Blocks away from the mayor’s announcement, dozens sat out on the streets or in tents, bundled up against the cold. Workers in the Tenderloin say that it is a daily occurrence for homeless people to shoot up, leave human feces on the street and scream and yell at odd hours.

“It’s a huge challenge,” said Robin Bell, the lead administrator at an affordable housing complex next to a syringe access service. “It’s sad, so many homeless and mental health issues that need to be addressed.”

Ms. Bell, 58, said the constant chaos made her afraid to go outside.

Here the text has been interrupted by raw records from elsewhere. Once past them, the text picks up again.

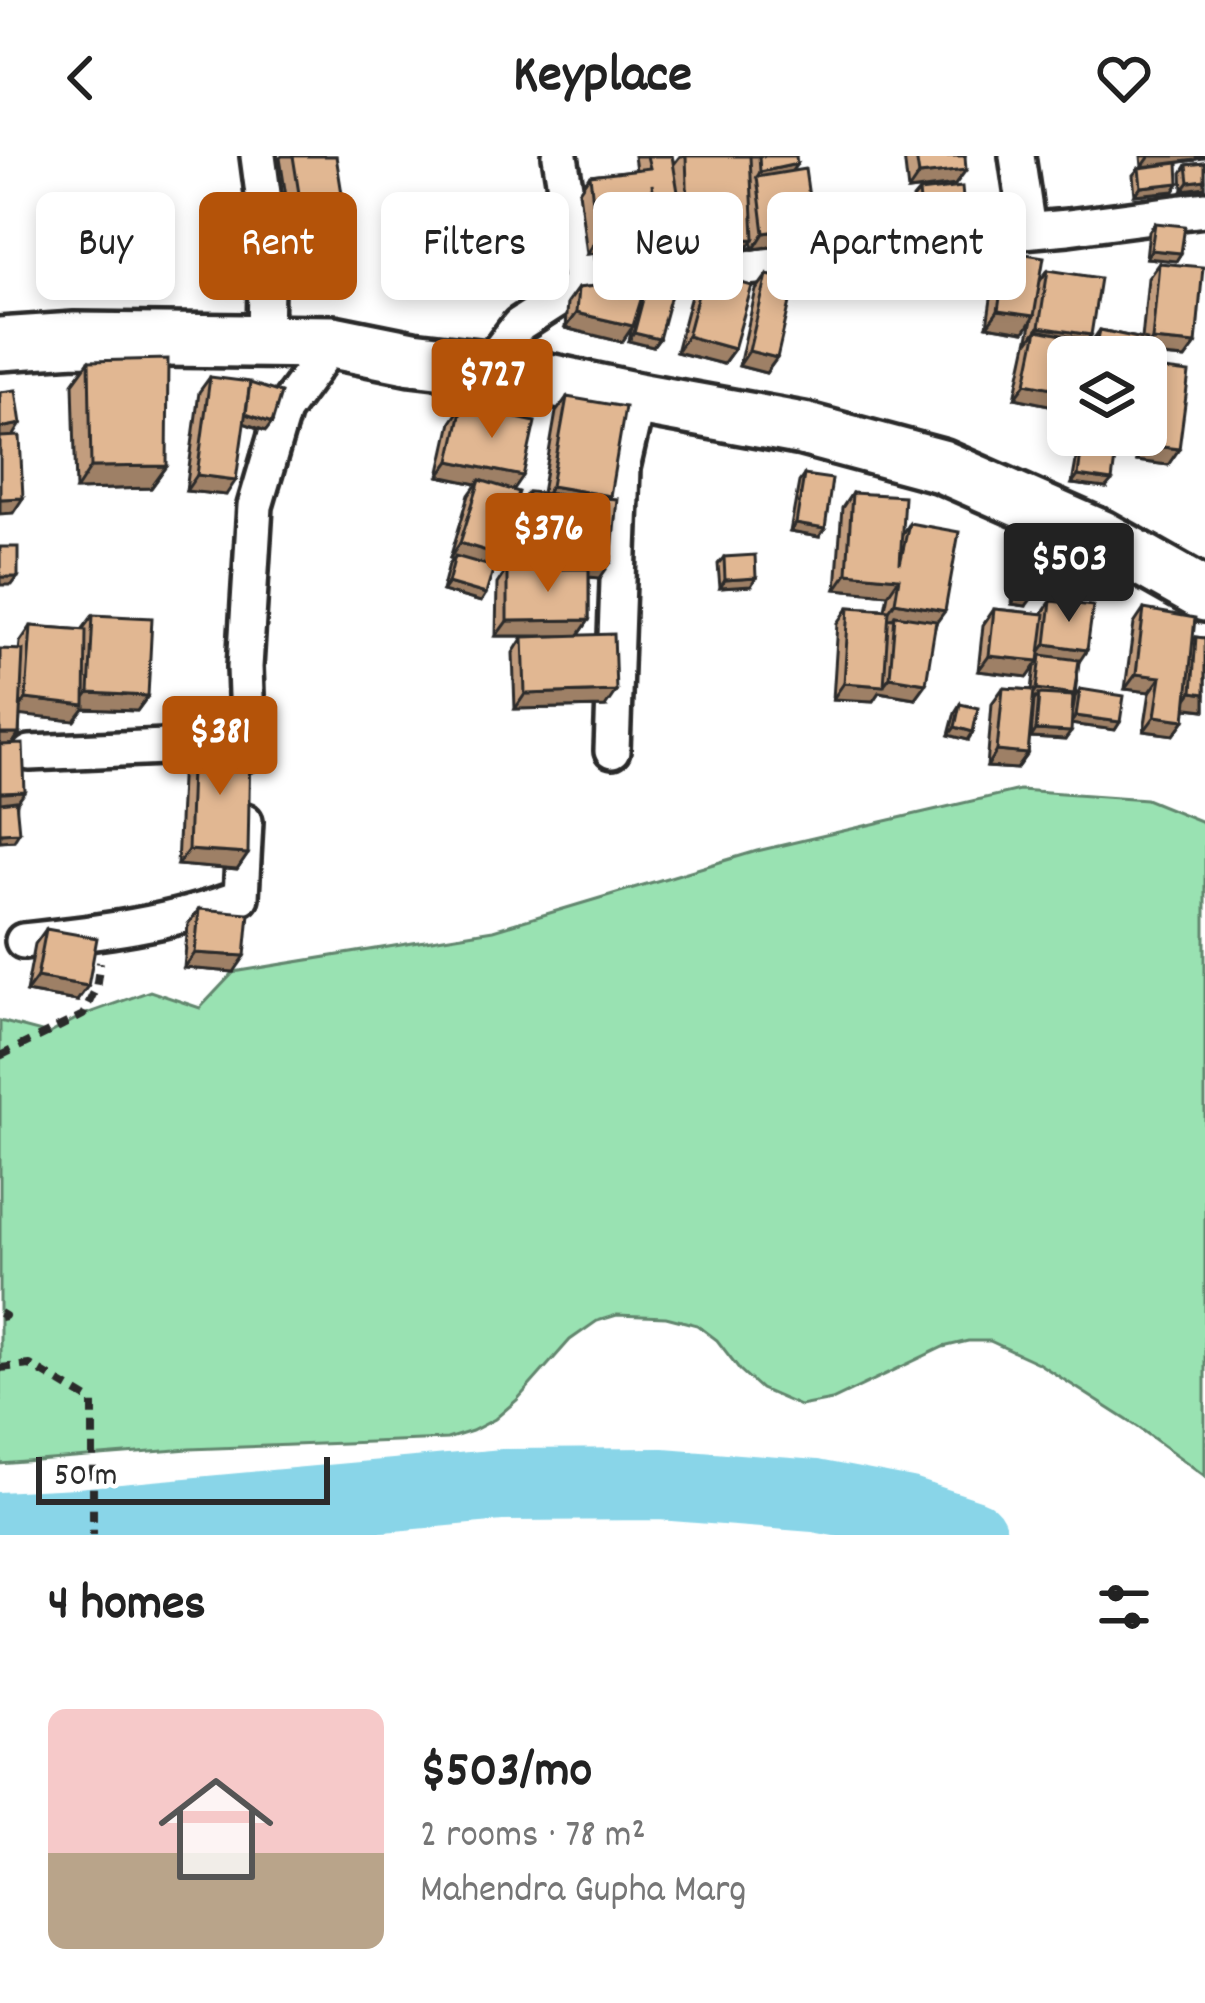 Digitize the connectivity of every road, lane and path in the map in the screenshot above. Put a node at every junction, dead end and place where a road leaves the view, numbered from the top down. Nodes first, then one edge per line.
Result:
1 (258, 156) edge
2 (560, 156) edge
3 (1017, 156) edge
4 (1205, 209) edge
5 (1028, 230) junction
6 (581, 285) junction
7 (265, 340) junction
8 (333, 342) junction
9 (0, 344) edge
10 (487, 367) junction
11 (638, 399) junction
12 (1205, 596) edge
13 (612, 751) dead end
14 (30, 753) dead end
15 (248, 753) junction
16 (105, 932) junction
17 (23, 941) dead end
18 (0, 1056) edge
19 (0, 1368) edge
20 (93, 1535) edge

1 - 7 street
2 - 6 street
3 - 5 street
4 - 5 street
5 - 6 street
6 - 10 street
7 - 8 main road
7 - 9 main road
8 - 10 main road
8 - 15 street
10 - 11 main road
11 - 12 main road
11 - 13 street
14 - 15 street
15 - 16 street
16 - 17 street
16 - 18 path
19 - 20 path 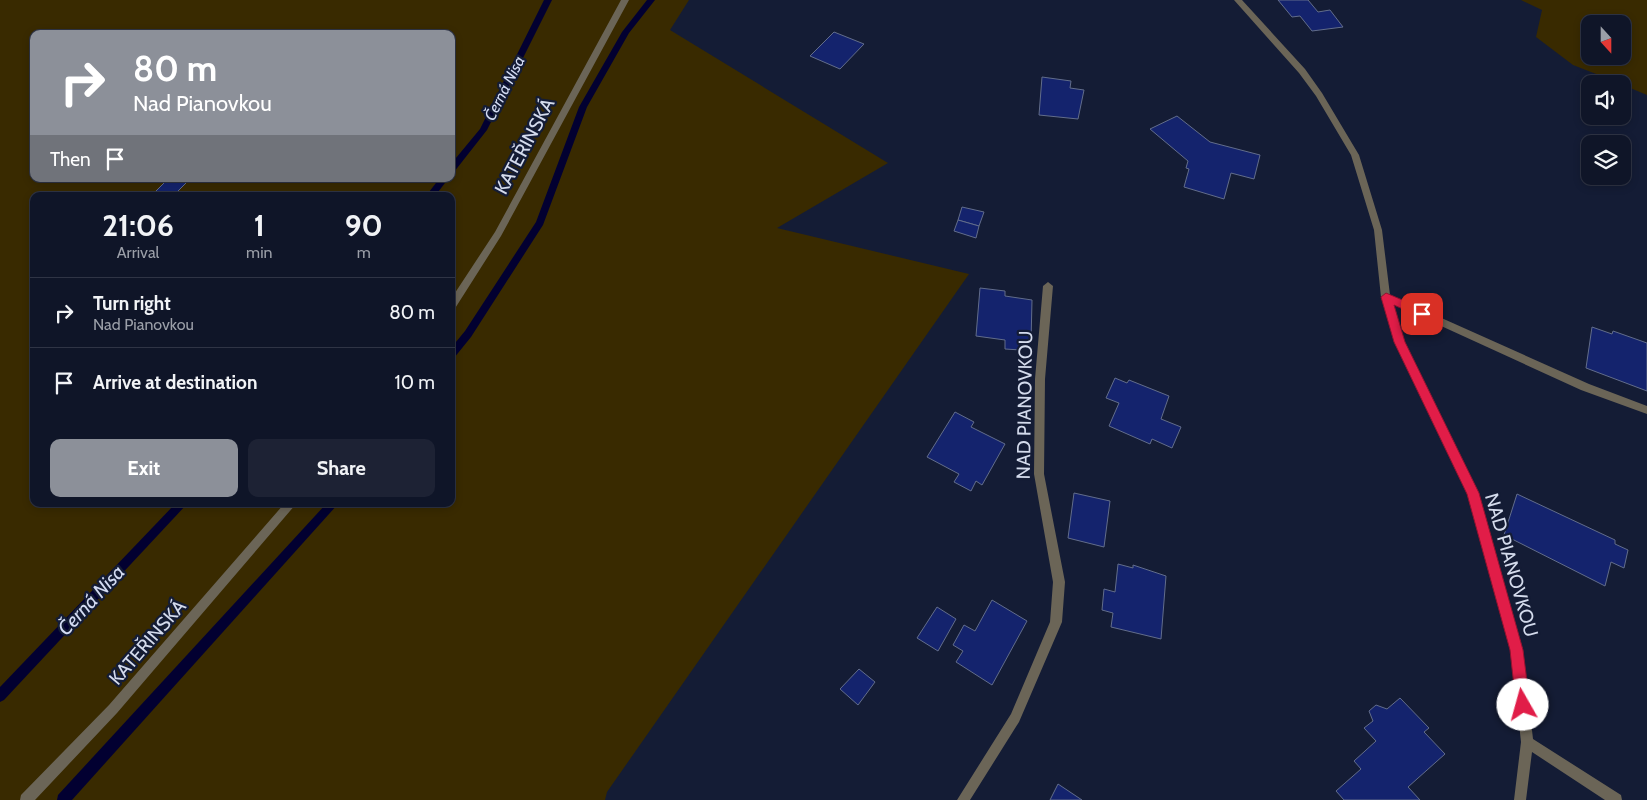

She has instead been taking lunch breaks at her desk for more than a year.

Some of the homeless people living in the Tenderloin disregarded the mayor’s announcement. “It’s grandstanding,” said Tom O’Doherty, 48, who said he was homeless and living on nearby Treasure Island but often came to the Tenderloin to hang out with friends. Mr. O’Doherty and his friends were fixing up their bicycles and playing music near their friend’s tent, while a few others nearby smoked methamphetamine.

He said the spot on the street was like the bar from “Cheers,” with regulars coming and going. His friend, Jeff Crowell, 65, downplayed the crime and said it was minor compared with cities like Chicago or Atlanta. And Mr. O’Doherty said that whenever the police came into an area and swept out the homeless people and drugs, they simply moved a few blocks away.

“It’s like playing Whac-a-Mole,” he said.